问题描述
我正在尝试在大查询中实现 SCD 类型 2 合并逻辑。
我以 3 种设置方法执行此操作,但每次运行合并逻辑脚本时,即使没有新记录,它似乎也会将记录推送到目标表中。
- 第 1 步:当自然键上的记录匹配时,则停用目标表中的活动记录
- 第 2 步:将之前不存在的新记录插入到目标表中
- 第 3 步:将更新的记录从源表插入目标表(我在这里得到重复)
这是我的代码
CREATE
OR REPLACE PROCEDURE `processed.sp_merge_example` (job_run_id INT64) OPTIONS (strict_mode = false)
BEGIN
DECLARE run_id INT64 DEFAULT job_run_id;
---checking for natural keys for updates
MERGE INTO `processed.<Destination table>` AS T
USING `transient.<Source table>` AS S
ON T.<Destination table>_fingerprint = S.<Source table>_fingerprint
WHEN MATCHED
AND S.type2_checksum != T.type2_checksum
AND T.current_flg = 'Y'
THEN
UPDATE
---updating the records in the final table which has updates in the incremental load.
SET T.modified_datetime = current_datetime(),T.modified_by = CAST(run_id AS STRING),T.end_datetime = current_datetime(),T.current_flg = 'N'
WHEN NOT MATCHED
THEN
---inserting new records.
INSERT (
<Source table columns>
source_type,material_sales_fingerprint,type2_checksum,start_datetime,end_datetime,current_flg,created_by,created_datetime,modified_by,modified_datetime
)
VALUES (
<Source table values>
S.source_type,S.material_sales_fingerprint,S.type2_checksum,current_datetime(),parse_date('%Y%m%d','99991231'),'Y',CAST(run_id AS STRING),current_datetime()
);
-- insert into newly updated records
INSERT `processed.dim_material_sales` (
<Source table columns>
source_type,modified_datetime
)
SELECT
<Source table columns>
ST.source_type,ST.material_sales_fingerprint,ST.type2_checksum,current_datetime()
FROM (
SELECT x.*
FROM `transient.<Source table>` x
JOIN `processed.<Destination table>` y
ON x.<Source table>_fingerprint = y.<Source table>_fingerprint
WHERE x.type2_checksum != y.type2_checksum and y.current_flg = 'N'
) ST
END;
--最后的这段逻辑导致重复
ON x.<Source table>_fingerprint = y.<Source table>_fingerprint
WHERE x.type2_checksum != y.type2_checksum and y.current_flg = 'N'
如果我运行合并逻辑 n 次 与源中的相同记录期望目标表应该具有相同的记录,但使用上述逻辑,源中的更新记录总是被插入到目标表中每次运行合并逻辑时。
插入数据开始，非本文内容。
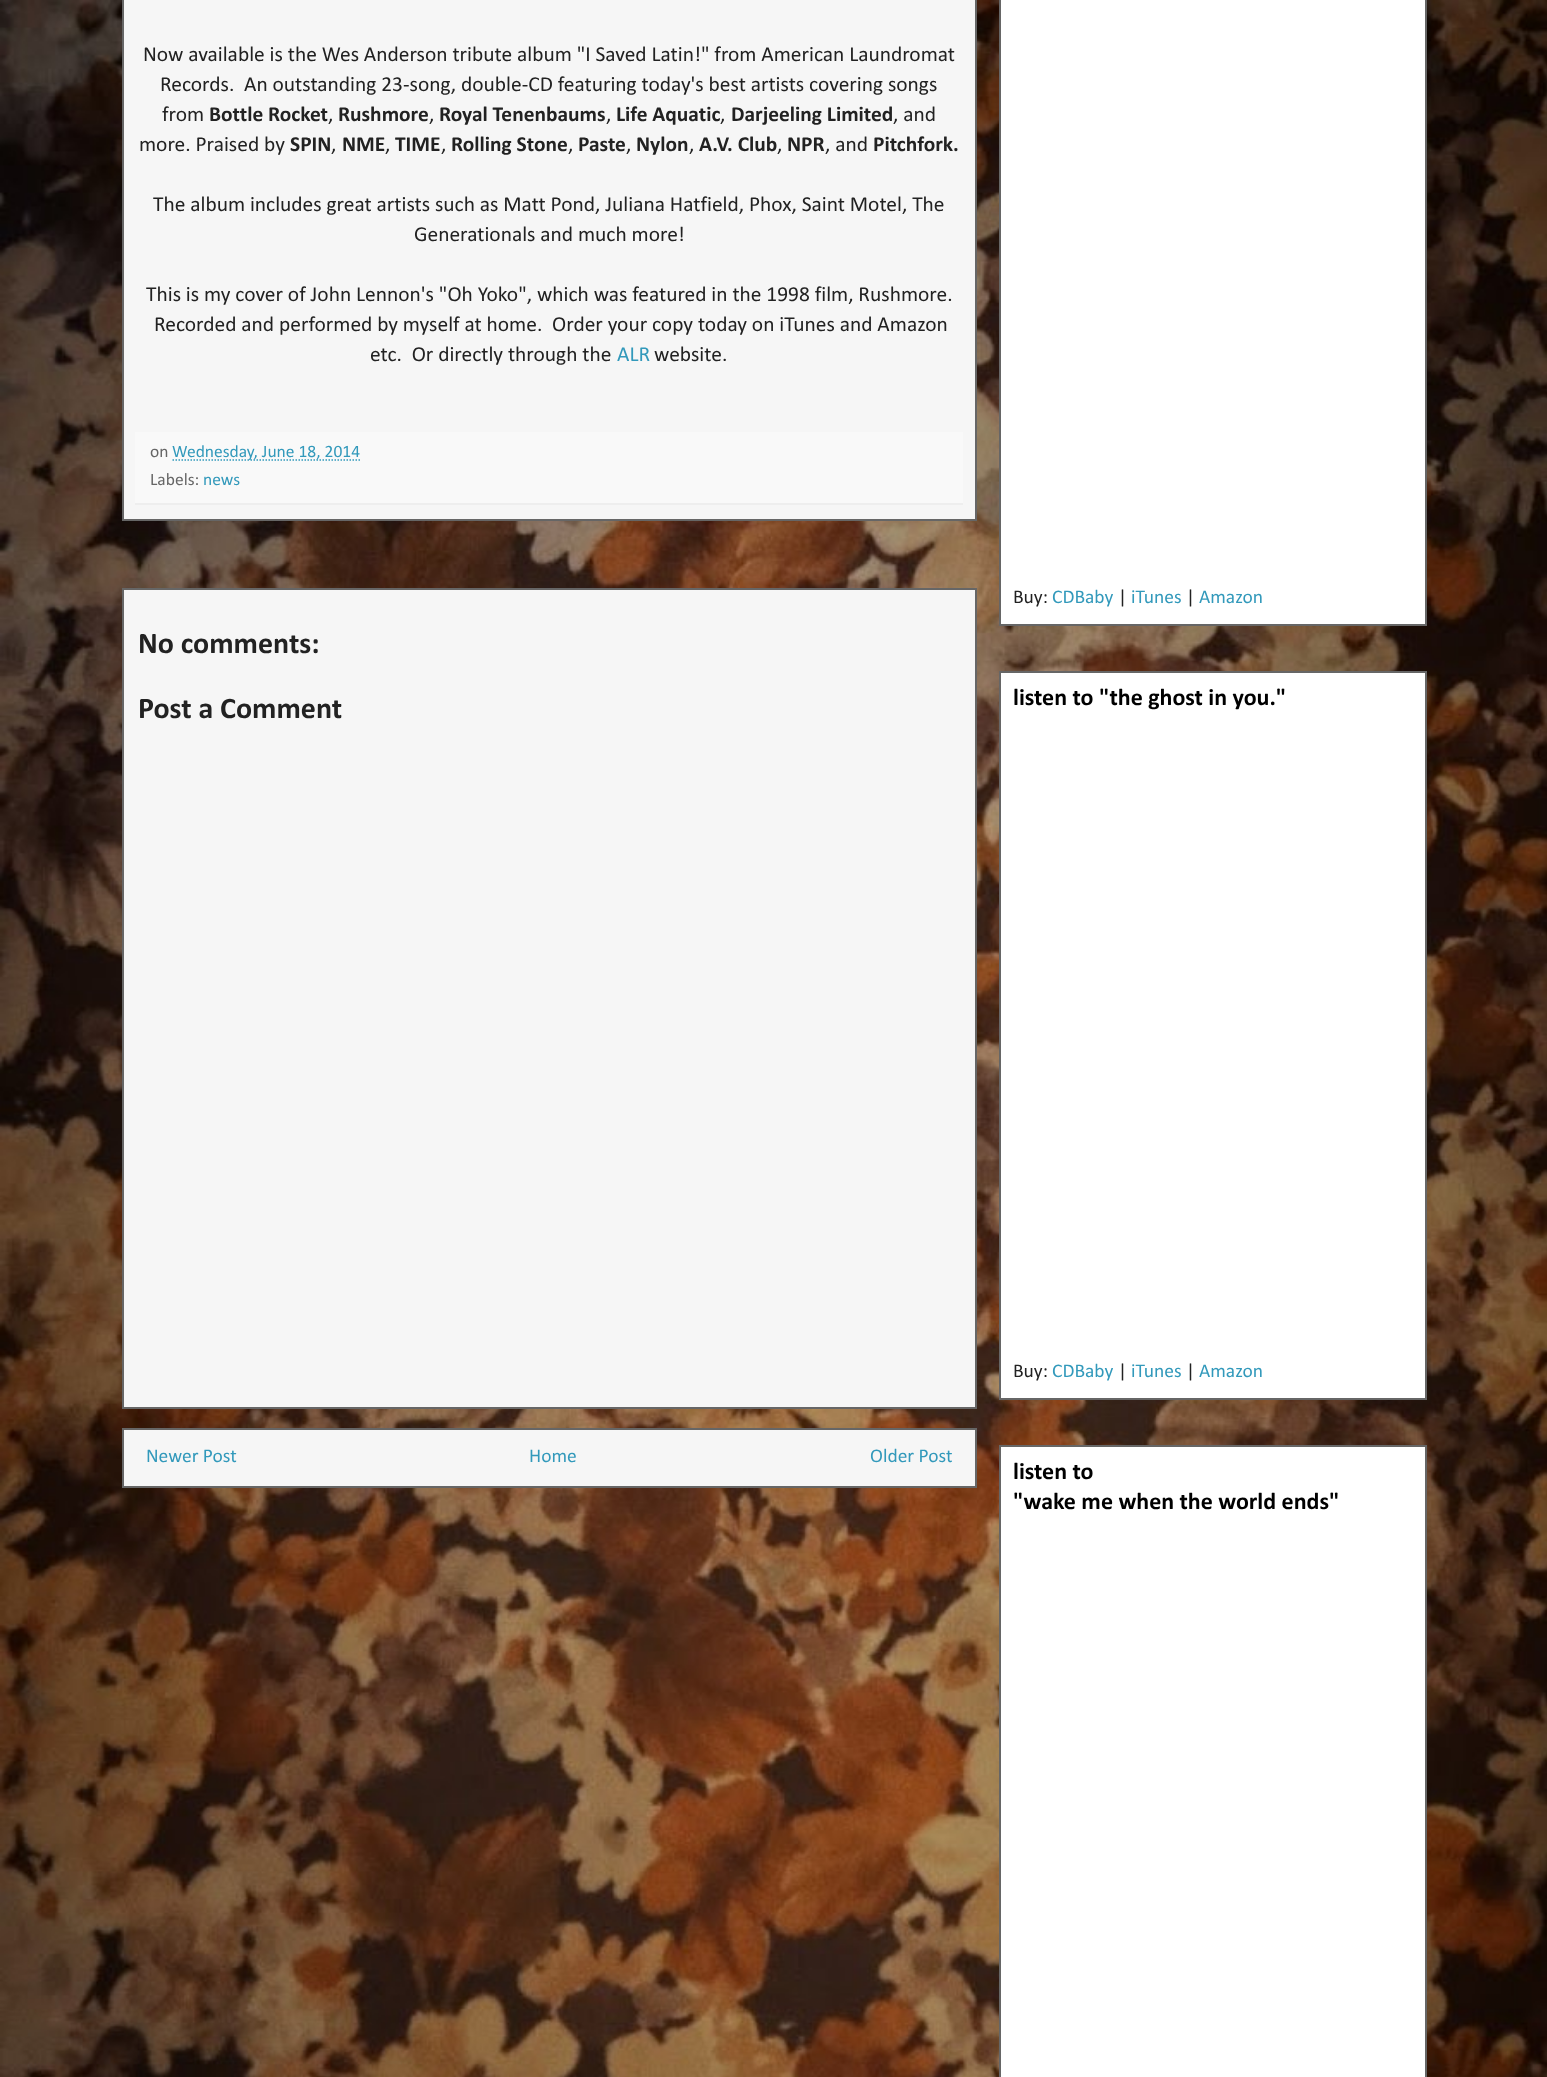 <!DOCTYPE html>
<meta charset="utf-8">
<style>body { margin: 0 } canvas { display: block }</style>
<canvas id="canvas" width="1547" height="2077"></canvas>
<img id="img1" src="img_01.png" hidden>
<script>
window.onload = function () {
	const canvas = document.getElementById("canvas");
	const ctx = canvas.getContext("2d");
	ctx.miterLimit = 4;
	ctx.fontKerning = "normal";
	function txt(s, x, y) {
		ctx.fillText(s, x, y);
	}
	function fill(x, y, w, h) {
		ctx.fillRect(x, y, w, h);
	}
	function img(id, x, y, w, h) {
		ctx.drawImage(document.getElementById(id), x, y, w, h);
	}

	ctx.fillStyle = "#FFFFFF";
	fill(0, 0, 1547, 2077);
	img("img1", 0, 0, 1547, 2077);
	ctx.fillStyle = "#F6F6F6";
	ctx.beginPath();
	ctx.rect(123, -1, 853, 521);
	ctx.fill();
	ctx.strokeStyle = "#666666";
	ctx.lineWidth = 2;
	ctx.stroke();
	ctx.fillStyle = "#F9F9F9";
	fill(135, 432, 828, 71);
	ctx.fillStyle = "#EEEEEE";
	fill(135, 503, 828, 2);
	ctx.beginPath();
	ctx.moveTo(172.5, 460);
	ctx.lineTo(361, 460);
	ctx.strokeStyle = "#3299BB";
	ctx.lineWidth = 1.5;
	ctx.setLineDash([1.5, 1.5]);
	ctx.stroke();
	ctx.fillStyle = "#F6F6F6";
	ctx.beginPath();
	ctx.rect(123, 589, 853, 819);
	ctx.fill();
	ctx.strokeStyle = "#666666";
	ctx.lineWidth = 2;
	ctx.setLineDash([]);
	ctx.stroke();
	ctx.beginPath();
	ctx.rect(123, 1429, 853, 58);
	ctx.fill();
	ctx.stroke();
	ctx.fillStyle = "#FFFFFF";
	ctx.beginPath();
	ctx.rect(1000, -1, 426, 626);
	ctx.fill();
	ctx.stroke();
	ctx.beginPath();
	ctx.rect(1000, 672, 426, 727);
	ctx.fill();
	ctx.stroke();
	ctx.beginPath();
	ctx.rect(1000, 1446, 426, 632);
	ctx.fill();
	ctx.stroke();
	ctx.font = "21.45px Calibri";
	ctx.fillStyle = "#222222";
	txt("Now available is the Wes Anderson tribute album \"I Saved Latin!\" from American Laundromat", 143, 61);
	txt("Records.", 160, 91);
	txt("An outstanding 23-song, double-CD featuring today's best artists covering songs", 244, 91);
	txt("from", 162, 121);
	ctx.font = "bold 21.45px Calibri";
	txt("Bottle Rocket", 209, 121);
	ctx.font = "21.45px Calibri";
	txt(",", 328, 121);
	ctx.font = "bold 21.45px Calibri";
	txt("Rushmore", 338, 121);
	ctx.font = "21.45px Calibri";
	txt(",", 429, 121);
	ctx.font = "bold 21.45px Calibri";
	txt("Royal Tenenbaums", 439, 121);
	ctx.font = "21.45px Calibri";
	txt(",", 606, 121);
	ctx.font = "bold 21.45px Calibri";
	txt("Life Aquatic", 616, 121);
	ctx.font = "21.45px Calibri";
	txt(",", 720, 121);
	ctx.font = "bold 21.45px Calibri";
	txt("Darjeeling Limited", 731, 121);
	ctx.font = "21.45px Calibri";
	txt(", and", 893, 121);
	txt("more. Praised by", 139, 151);
	ctx.font = "bold 21.45px Calibri";
	txt("SPIN", 290, 151);
	ctx.font = "21.45px Calibri";
	txt(",", 331, 151);
	ctx.font = "bold 21.45px Calibri";
	txt("NME", 342, 151);
	ctx.font = "21.45px Calibri";
	txt(",", 385, 151);
	ctx.font = "bold 21.45px Calibri";
	txt("TIME", 395, 151);
	ctx.font = "21.45px Calibri";
	txt(",", 441, 151);
	ctx.font = "bold 21.45px Calibri";
	txt("Rolling Stone", 451, 151);
	ctx.font = "21.45px Calibri";
	txt(",", 568, 151);
	ctx.font = "bold 21.45px Calibri";
	txt("Paste", 578, 151);
	ctx.font = "21.45px Calibri";
	txt(",", 626, 151);
	ctx.font = "bold 21.45px Calibri";
	txt("Nylon", 636, 151);
	ctx.font = "21.45px Calibri";
	txt(",", 689, 151);
	ctx.font = "bold 21.45px Calibri";
	txt("A.V. Club", 699, 151);
	ctx.font = "21.45px Calibri";
	txt(",", 777, 151);
	ctx.font = "bold 21.45px Calibri";
	txt("NPR", 787, 151);
	ctx.font = "21.45px Calibri";
	txt(", and", 825, 151);
	ctx.font = "bold 21.45px Calibri";
	txt("Pitchfork.", 873, 151);
	ctx.font = "21.45px Calibri";
	txt("The album includes great artists such as Matt Pond, Juliana Hatfield, Phox, Saint Motel, The", 153, 211);
	txt("Generationals and much more!", 414, 241);
	txt("This is my cover of John Lennon's \"Oh Yoko\", which was featured in the 1998 film, Rushmore.", 146, 301);
	txt("Recorded and performed by myself at home.  Order your copy today on iTunes and Amazon", 154, 331);
	txt("etc.  Or directly through the", 370, 361);
	ctx.fillStyle = "#3299BB";
	txt("ALR", 617, 361);
	ctx.fillStyle = "#222222";
	txt("website.", 654, 361);
	ctx.font = "17.5px Calibri";
	ctx.fillStyle = "#666666";
	txt("on", 150, 457);
	ctx.fillStyle = "#3299BB";
	txt("Wednesday, June 18, 2014", 172, 457);
	ctx.fillStyle = "#666666";
	txt("Labels:", 150, 485);
	ctx.fillStyle = "#3299BB";
	txt("news", 203, 485);
	ctx.font = "bold 30px Calibri";
	ctx.fillStyle = "#222222";
	txt("No comments:", 138, 653);
	txt("Post a Comment", 138, 718);
	ctx.font = "19.5px Calibri";
	ctx.fillStyle = "#3299BB";
	txt("Newer Post", 146, 1462);
	txt("Home", 529, 1462);
	txt("Older Post", 870, 1462);
	ctx.fillStyle = "#222222";
	txt("Buy:", 1013, 603);
	ctx.fillStyle = "#3299BB";
	txt("CDBaby", 1052, 603);
	ctx.fillStyle = "#222222";
	txt("|", 1118, 603);
	ctx.fillStyle = "#3299BB";
	txt("iTunes", 1131, 603);
	ctx.fillStyle = "#222222";
	txt("|", 1186, 603);
	ctx.fillStyle = "#3299BB";
	txt("Amazon", 1199, 603);
	ctx.font = "bold 24px Calibri";
	ctx.fillStyle = "#000000";
	txt("listen to \"the ghost in you.\"", 1013, 705);
	ctx.font = "19.5px Calibri";
	ctx.fillStyle = "#222222";
	txt("Buy:", 1013, 1377);
	ctx.fillStyle = "#3299BB";
	txt("CDBaby", 1052, 1377);
	ctx.fillStyle = "#222222";
	txt("|", 1118, 1377);
	ctx.fillStyle = "#3299BB";
	txt("iTunes", 1131, 1377);
	ctx.fillStyle = "#222222";
	txt("|", 1186, 1377);
	ctx.fillStyle = "#3299BB";
	txt("Amazon", 1199, 1377);
	ctx.font = "bold 24px Calibri";
	ctx.fillStyle = "#000000";
	txt("listen to", 1013, 1479);
	txt("\"wake me when the world ends\"", 1013, 1509);
};
</script>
我已经测试了很多次,不确定我哪里出错了。有人可以帮我理解。
解决方法
通过以下逻辑克服了这个问题
CREATE OR REPLACE PROCEDURE `<stored_proc_name >`(job_run_id INT64) OPTIONS(strict_mode=false)
BEGIN
DECLARE run_id INT64 DEFAULT job_run_id;
-- Inserting updated records coming as part of incremental load to Destination first.
INSERT
`<destination_table>`(
<Target_table_columns>,tablename_fingerprint,type2_checksum,start_datetime,end_datetime,current_flg,created_by,created_datetime,modified_by,modified_datetime)
SELECT
ST.<Target_table_columns>
current_datetime(),cast(parse_timestamp('%Y%m%d%H%M%S','99991231235959') as datetime),'Y',CAST(run_id AS STRING),current_datetime(),current_datetime()
FROM (
SELECT x.*
FROM
`<source_table>` x
JOIN
`<destination_table>` y
ON
y.<destination_table_fingerprint_column> = x.<source_temp_table_fingerprint_column>
Where x.type2_checksum != y.type2_checksum and y.current_flg = 'Y') ST;
---Merge Process Starts
MERGE INTO
`<destination_table>` AS T
USING
`<source_table>` AS S
ON
T.<destination_table_fingerprint_column> = S.<source_temp_table_fingerprint_column>
-- Updating older version of the records.
WHEN MATCHED
AND S.type2_checksum != T.type2_checksum
AND T.current_flg = 'Y'
THEN
UPDATE
SET T.modified_datetime = current_datetime(),T.modified_by = CAST(run_id AS STRING),T.end_datetime = current_datetime(),T.current_flg = 'N'
-- Inserting new records from temp to final table
WHEN NOT MATCHED
THEN
INSERT
(
<Target_table_columns>,modified_datetime
)
VALUES
(
<S.Target_table_columns>,current_datetime()
);
END;